In recent years, research into the automation of traffic data collection with GPS technology has shown remarkable feasibility for replacing traditional resources of traffic data. Paper diaries and phone interviews are two such resources that are heavily depended upon by the traffic and travel research industry. Recent studies compared vehicle-based GPS data to manually recorded data in Travel Diaries to evaluate the efficiency of automated purpose derivation systems. Among its other functions, one of the most consequential uses of travel diaries has been the reporting of an individual's purpose for travel.
Several studies conducted in the past explored implementing GPS data with manual and electronic travel diary submissions. Some of these studies were the first to use passively recorded GPS data. (See Wolf, J., R. Guensler and W. Bachman (2001) “Elimination of the Travel Diary: An Experiment to Derive Trip Purpose from GPS Travel Data,” Transportation Research Record 1768, p. 125-134, Aug. 3, 2006, which is incorporated herein by reference). The study conducted by Wolf et al. utilized a GIS database and GPS data collected by thirteen individuals carrying GPS enabled PDAs. (See also, Wolf, J. (2004) “APPLICATIONS OF NEW TECHNOLOGIES IN TRAVEL SURVEYS,” Submitted to the International Conference on Transport Survey Quality and Innovation, Costa Rica, August 2004, which is incorporated herein by reference). To derive trip purpose, researchers used a point-in-polygon analysis to retrieve a land use code. A set of purposes of varying detail were associated with individual land use codes based on a 1990 Atlanta household travel survey. (See also Atlanta Regional Commission. 1990 Household Travel Study: Final Report. The Atlanta Regional Commission, December, 1993, which is incorporated herein by reference). The land use code was used to derive trip purpose by using a code-purpose association. Wolf et al. faced several obstacles during the land use code categorization step because GIS database used relied on center points. This flaw in the database necessitated manually defining business boundaries in the GIS database based on photographic references. Although the Wolf study was conducted while Atlanta's GIS inventory was still premature, land uses were successfully determined for 145 out of 156 trips.

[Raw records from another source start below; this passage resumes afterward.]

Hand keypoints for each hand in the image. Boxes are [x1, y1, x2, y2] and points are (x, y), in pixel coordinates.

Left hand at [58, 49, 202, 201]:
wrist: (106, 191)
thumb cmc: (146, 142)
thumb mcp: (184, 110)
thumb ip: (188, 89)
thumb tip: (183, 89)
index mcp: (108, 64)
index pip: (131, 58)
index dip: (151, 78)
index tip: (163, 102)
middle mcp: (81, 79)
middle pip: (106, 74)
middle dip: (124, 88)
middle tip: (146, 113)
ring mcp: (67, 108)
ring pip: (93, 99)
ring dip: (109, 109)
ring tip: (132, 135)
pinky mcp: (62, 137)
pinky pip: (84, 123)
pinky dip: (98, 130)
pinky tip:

Another study was conducted by Griffin et al. which concluded that the reliance on geocoded maps to identify locations based on GPS data is impractical because a large percentage of the United States remains to be geocoded. (Griffin, T., Y. Huang and R. Halverson (2006), “Computerized Trip Classification of GPS Data,” International Conference on Cybernetics and Information Technologies, Systems and Applications, Orlando, Fla., which is incorporated herein by reference). Griffin et al. utilized a clustering method known as Dbscan to determine points of interests (POI). POI are simply a cluster of points that were accumulated from an individual frequenting a particular location. These POI were classified by trip purpose based on a decision tree and a learning method known as C4.5. Trip purposes were derived by comparing POI and their established trip purpose to coordinate data transmitted by a GPS enabled PDA. The derivation process, however, was not totally automated. Each POI's purpose had to be manually classified before they could be compared to a GPS coordinate position. The derivation process was no less dependant on human memory than a travel diary as a result of the involvement of human input. The trip classification framework produced correct results between 70% and 97% for all data values despite questionable automation authenticity related to the trip purpose derivation process.